'''
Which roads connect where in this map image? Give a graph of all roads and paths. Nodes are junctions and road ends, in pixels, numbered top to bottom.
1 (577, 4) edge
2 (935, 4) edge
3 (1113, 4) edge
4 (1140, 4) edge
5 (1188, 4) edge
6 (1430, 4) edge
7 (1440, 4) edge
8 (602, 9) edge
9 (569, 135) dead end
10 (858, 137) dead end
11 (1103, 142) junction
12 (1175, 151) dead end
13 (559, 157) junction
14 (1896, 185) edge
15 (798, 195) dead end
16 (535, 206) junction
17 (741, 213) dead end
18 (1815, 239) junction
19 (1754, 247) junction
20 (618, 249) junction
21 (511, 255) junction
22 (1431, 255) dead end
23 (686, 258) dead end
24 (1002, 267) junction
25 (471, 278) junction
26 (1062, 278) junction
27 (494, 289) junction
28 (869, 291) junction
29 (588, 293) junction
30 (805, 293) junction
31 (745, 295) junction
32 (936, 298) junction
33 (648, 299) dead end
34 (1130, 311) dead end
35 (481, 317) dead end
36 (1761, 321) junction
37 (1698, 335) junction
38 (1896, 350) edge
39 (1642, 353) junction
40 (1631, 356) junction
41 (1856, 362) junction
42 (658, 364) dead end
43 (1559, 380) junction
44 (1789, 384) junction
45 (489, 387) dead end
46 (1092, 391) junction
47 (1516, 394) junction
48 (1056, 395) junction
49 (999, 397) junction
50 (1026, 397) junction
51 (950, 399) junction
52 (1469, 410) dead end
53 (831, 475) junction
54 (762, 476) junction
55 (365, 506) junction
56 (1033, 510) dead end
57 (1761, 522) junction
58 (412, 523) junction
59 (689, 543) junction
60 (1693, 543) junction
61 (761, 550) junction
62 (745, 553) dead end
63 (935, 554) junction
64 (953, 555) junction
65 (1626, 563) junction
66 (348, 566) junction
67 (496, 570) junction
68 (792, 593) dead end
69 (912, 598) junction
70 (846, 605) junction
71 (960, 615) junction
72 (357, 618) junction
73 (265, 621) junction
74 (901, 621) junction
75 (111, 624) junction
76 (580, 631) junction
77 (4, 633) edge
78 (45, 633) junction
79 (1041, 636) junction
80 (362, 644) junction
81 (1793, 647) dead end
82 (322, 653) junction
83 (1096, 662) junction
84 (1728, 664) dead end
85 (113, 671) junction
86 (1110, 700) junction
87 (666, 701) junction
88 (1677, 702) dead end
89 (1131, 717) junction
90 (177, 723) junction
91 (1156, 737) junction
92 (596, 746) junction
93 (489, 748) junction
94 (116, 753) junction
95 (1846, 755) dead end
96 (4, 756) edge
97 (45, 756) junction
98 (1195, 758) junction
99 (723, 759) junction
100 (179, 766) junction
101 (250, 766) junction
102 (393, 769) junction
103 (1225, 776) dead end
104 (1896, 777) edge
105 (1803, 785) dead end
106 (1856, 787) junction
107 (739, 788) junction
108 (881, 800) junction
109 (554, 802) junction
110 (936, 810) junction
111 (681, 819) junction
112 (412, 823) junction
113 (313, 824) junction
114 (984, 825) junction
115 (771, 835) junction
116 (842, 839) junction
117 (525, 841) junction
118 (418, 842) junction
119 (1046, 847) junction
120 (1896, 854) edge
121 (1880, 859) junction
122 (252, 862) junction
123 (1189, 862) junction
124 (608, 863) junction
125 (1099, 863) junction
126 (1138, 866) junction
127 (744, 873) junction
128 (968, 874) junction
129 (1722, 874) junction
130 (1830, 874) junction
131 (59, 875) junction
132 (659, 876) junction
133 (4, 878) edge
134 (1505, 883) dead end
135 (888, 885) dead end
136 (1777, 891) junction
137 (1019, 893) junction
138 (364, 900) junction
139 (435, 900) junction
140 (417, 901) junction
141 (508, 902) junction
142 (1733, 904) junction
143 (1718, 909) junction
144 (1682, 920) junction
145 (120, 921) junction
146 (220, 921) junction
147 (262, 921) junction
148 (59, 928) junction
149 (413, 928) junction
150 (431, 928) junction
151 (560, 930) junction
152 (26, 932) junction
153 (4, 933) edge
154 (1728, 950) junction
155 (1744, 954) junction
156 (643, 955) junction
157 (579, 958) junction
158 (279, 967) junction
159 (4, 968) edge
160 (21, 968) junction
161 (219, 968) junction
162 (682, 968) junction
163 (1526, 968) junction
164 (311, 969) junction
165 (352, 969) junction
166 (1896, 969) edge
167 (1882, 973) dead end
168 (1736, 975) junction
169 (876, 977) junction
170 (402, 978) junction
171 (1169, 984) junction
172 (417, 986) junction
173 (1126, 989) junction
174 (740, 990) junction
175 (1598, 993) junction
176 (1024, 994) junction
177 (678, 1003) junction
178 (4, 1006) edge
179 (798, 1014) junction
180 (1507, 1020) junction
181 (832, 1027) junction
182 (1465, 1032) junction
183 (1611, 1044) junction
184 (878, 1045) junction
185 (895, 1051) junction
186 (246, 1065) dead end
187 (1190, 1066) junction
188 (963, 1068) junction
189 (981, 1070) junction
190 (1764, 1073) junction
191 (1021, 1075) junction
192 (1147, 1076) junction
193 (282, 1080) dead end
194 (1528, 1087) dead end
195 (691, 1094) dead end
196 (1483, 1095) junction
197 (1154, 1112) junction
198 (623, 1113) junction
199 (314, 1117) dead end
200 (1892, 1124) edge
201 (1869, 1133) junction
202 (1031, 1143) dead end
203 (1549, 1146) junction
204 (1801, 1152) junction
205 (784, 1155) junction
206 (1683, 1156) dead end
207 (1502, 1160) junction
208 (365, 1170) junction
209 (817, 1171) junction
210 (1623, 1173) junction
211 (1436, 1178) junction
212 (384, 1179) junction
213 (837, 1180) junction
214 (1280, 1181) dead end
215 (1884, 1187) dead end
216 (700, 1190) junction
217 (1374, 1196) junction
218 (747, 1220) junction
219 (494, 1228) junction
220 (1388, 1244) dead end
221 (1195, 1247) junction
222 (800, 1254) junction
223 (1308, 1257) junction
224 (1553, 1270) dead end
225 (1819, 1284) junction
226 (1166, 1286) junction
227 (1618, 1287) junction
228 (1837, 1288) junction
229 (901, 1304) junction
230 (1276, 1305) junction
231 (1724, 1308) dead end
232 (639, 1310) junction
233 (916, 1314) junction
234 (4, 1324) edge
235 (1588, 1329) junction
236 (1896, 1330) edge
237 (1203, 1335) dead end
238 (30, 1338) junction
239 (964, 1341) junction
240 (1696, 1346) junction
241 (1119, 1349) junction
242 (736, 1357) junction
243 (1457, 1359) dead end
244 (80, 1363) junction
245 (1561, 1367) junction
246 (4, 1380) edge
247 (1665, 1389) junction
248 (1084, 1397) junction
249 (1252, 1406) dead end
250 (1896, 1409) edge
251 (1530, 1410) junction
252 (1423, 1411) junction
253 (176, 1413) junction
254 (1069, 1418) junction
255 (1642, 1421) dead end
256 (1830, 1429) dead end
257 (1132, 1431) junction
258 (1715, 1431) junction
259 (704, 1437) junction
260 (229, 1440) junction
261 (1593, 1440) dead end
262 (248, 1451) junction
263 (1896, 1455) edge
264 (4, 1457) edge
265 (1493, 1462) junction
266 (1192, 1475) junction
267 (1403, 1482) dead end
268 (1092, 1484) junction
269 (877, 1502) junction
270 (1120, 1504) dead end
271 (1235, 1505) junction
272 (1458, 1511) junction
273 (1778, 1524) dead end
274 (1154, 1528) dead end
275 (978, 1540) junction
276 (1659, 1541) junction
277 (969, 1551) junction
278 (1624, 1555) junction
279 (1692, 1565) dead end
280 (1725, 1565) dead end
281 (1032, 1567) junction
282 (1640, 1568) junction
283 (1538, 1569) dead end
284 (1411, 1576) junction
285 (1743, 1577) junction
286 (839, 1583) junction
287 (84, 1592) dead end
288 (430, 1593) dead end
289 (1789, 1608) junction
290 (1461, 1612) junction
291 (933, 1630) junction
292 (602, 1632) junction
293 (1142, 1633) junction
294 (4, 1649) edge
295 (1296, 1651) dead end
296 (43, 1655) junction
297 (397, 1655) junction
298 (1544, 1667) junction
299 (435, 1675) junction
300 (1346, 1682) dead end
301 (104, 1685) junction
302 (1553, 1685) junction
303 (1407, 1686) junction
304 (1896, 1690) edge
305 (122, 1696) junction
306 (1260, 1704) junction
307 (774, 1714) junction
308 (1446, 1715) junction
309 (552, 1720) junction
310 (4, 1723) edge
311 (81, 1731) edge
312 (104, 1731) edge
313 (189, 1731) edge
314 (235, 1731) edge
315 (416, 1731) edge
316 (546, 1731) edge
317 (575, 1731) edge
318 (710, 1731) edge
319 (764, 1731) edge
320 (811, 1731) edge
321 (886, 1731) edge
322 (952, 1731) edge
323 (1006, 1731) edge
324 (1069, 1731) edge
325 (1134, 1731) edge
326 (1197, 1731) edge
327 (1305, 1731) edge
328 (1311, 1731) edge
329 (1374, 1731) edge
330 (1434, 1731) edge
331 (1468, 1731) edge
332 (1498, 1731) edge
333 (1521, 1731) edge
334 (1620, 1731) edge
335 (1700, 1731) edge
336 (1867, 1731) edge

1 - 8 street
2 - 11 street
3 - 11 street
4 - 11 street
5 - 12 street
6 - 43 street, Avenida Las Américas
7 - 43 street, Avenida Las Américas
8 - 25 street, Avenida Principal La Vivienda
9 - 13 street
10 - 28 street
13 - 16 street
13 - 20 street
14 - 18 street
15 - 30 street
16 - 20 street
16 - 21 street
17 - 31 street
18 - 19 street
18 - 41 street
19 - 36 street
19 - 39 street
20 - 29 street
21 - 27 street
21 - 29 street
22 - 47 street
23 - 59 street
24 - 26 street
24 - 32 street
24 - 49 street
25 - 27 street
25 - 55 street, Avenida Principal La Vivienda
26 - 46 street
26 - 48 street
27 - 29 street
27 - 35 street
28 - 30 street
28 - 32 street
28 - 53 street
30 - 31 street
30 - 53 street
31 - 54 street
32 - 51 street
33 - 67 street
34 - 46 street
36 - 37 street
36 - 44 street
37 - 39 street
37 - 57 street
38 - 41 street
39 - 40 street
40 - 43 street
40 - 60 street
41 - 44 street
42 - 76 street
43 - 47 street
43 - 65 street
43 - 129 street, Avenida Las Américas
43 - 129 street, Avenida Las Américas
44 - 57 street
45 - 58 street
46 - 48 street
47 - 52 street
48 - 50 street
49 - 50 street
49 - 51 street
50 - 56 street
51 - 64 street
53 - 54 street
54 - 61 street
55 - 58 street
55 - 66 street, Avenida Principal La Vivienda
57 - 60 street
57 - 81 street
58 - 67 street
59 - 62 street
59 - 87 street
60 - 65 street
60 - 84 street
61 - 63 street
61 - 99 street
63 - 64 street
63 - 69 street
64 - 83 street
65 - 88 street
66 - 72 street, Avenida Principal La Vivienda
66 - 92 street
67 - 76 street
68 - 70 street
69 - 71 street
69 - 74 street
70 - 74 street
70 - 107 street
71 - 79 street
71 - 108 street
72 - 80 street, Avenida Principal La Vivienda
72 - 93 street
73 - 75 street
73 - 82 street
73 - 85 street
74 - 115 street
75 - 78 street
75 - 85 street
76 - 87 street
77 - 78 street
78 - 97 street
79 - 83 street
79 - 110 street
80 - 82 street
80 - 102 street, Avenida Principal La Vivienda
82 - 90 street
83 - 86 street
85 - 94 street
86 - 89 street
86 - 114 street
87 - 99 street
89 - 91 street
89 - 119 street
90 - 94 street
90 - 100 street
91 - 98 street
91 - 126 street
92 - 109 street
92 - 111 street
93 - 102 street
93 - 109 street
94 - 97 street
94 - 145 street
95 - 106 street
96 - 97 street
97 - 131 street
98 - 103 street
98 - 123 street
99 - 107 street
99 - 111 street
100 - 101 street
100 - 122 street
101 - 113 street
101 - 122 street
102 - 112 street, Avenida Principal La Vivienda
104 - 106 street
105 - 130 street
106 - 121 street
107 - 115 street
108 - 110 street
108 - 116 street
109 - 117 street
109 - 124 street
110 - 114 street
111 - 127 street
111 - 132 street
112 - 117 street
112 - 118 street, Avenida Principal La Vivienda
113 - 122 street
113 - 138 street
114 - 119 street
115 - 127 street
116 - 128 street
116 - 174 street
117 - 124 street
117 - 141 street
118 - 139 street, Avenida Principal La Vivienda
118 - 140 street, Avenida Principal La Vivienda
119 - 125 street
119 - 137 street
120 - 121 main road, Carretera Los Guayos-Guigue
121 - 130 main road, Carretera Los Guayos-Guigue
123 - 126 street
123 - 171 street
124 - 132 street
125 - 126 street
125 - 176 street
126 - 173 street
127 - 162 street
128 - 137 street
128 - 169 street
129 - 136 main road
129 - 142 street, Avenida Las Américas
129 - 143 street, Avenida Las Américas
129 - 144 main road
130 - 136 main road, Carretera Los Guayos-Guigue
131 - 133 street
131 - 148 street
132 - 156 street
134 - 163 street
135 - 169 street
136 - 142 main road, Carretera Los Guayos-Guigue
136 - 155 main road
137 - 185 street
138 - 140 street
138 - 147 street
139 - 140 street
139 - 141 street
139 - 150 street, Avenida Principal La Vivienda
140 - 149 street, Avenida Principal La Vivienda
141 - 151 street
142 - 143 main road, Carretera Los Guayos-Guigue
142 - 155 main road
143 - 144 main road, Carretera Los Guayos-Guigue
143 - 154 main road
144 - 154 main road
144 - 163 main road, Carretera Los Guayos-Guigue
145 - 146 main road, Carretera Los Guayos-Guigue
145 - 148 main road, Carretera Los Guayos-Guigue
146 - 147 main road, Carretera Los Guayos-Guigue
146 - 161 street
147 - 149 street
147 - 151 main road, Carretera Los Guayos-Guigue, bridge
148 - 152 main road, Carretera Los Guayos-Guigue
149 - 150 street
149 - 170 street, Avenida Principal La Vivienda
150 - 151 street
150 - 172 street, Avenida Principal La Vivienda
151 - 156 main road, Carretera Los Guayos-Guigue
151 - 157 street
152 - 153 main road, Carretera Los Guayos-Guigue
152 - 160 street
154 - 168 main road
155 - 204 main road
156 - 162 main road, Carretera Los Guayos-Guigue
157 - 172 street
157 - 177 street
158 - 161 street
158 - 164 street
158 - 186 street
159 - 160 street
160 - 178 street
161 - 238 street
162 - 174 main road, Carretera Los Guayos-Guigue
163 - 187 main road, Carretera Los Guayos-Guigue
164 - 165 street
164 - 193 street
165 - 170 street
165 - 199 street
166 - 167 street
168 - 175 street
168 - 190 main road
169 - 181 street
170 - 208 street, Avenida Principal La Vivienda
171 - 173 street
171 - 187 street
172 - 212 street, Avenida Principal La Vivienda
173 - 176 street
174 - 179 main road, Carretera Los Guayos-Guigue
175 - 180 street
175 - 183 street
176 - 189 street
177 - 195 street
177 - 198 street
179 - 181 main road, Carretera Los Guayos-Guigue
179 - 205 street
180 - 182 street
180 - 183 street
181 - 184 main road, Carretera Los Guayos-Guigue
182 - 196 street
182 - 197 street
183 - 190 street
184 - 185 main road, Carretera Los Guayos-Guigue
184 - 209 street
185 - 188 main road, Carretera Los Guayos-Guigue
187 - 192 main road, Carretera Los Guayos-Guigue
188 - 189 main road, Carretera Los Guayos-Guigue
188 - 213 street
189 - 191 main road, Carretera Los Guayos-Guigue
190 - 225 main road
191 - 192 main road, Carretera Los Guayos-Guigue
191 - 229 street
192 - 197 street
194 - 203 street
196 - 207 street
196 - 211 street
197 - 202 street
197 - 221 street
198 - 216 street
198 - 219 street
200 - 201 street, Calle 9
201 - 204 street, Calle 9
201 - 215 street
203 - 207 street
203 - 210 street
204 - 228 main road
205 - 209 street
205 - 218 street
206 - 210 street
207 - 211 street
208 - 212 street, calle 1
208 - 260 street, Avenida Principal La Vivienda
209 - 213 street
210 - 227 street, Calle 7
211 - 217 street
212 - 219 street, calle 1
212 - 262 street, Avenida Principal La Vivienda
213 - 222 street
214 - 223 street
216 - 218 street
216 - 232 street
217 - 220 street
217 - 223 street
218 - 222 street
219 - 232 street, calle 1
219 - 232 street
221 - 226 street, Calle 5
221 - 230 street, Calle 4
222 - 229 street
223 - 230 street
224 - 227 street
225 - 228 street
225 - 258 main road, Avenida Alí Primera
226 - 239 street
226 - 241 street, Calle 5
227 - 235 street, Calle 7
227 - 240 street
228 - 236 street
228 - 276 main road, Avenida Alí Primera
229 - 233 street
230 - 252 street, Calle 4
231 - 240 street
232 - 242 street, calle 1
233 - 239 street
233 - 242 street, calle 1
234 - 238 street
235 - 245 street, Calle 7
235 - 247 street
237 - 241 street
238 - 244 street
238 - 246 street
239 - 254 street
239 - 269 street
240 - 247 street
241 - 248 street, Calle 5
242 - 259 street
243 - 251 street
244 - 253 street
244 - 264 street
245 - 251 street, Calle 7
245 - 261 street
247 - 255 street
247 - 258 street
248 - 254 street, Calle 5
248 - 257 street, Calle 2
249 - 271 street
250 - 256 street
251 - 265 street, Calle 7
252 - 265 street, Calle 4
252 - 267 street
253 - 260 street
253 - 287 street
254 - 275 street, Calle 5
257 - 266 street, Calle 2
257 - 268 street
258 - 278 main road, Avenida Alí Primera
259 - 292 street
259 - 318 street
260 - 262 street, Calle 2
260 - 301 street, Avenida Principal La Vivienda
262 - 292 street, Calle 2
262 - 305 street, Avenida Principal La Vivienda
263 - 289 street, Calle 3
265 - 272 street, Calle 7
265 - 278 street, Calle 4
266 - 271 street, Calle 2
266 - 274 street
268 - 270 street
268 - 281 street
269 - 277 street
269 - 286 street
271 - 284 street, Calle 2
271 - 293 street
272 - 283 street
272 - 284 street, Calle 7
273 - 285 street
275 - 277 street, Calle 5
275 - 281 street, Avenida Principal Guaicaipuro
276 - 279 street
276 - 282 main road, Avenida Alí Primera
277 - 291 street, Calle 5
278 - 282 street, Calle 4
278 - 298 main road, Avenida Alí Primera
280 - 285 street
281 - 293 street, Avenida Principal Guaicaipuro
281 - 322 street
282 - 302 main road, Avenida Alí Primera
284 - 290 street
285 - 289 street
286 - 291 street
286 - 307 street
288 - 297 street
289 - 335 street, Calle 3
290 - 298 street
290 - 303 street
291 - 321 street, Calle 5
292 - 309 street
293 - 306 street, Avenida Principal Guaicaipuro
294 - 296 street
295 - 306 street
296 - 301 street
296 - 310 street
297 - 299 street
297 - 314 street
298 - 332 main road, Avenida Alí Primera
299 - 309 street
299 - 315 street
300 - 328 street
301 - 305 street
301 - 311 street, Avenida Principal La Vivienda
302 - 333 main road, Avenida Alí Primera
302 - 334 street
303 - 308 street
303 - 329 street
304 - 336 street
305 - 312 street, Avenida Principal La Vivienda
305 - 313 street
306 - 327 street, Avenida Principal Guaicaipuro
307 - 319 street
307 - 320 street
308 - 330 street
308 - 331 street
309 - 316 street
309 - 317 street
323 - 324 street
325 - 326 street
'''
Aim of the exercise.
Would you please filter the lines above and copy every one that includes "Guaicaipuro"?

Response below.
275 - 281 street, Avenida Principal Guaicaipuro
281 - 293 street, Avenida Principal Guaicaipuro
293 - 306 street, Avenida Principal Guaicaipuro
306 - 327 street, Avenida Principal Guaicaipuro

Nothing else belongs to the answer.